* **PROBLEM STATEMENT**
Each record, in full, must be restated word for word.

* **PROVIDED DATA**

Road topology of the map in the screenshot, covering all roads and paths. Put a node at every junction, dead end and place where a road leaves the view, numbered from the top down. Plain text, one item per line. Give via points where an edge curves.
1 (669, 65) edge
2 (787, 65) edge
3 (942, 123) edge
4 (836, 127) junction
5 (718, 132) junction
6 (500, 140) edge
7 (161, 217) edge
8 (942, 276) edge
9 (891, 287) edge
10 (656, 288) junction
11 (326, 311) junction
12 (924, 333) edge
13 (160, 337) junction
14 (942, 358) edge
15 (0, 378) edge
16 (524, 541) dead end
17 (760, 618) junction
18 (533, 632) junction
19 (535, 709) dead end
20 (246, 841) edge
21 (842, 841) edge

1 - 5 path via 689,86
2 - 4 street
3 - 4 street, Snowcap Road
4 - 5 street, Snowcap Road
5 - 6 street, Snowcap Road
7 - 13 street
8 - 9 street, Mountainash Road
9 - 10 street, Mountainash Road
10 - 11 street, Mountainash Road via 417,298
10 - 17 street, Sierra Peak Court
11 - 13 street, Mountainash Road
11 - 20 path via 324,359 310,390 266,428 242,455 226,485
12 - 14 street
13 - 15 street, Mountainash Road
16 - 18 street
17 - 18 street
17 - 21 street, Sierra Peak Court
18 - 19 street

* **ANSWER SECTION**
Road topology of the map in the screenshot, covering all roads and paths. Put a node at every junction, dead end and place where a road leaves the view, numbered from the top down. Plain text, one item per line. Give via points where an edge curves.
1 (669, 65) edge
2 (787, 65) edge
3 (942, 123) edge
4 (836, 127) junction
5 (718, 132) junction
6 (500, 140) edge
7 (161, 217) edge
8 (942, 276) edge
9 (891, 287) edge
10 (656, 288) junction
11 (326, 311) junction
12 (924, 333) edge
13 (160, 337) junction
14 (942, 358) edge
15 (0, 378) edge
16 (524, 541) dead end
17 (760, 618) junction
18 (533, 632) junction
19 (535, 709) dead end
20 (246, 841) edge
21 (842, 841) edge

1 - 5 path via 689,86
2 - 4 street
3 - 4 street, Snowcap Road
4 - 5 street, Snowcap Road
5 - 6 street, Snowcap Road
7 - 13 street
8 - 9 street, Mountainash Road
9 - 10 street, Mountainash Road
10 - 11 street, Mountainash Road via 417,298
10 - 17 street, Sierra Peak Court
11 - 13 street, Mountainash Road
11 - 20 path via 324,359 310,390 266,428 242,455 226,485
12 - 14 street
13 - 15 street, Mountainash Road
16 - 18 street
17 - 18 street
17 - 21 street, Sierra Peak Court
18 - 19 street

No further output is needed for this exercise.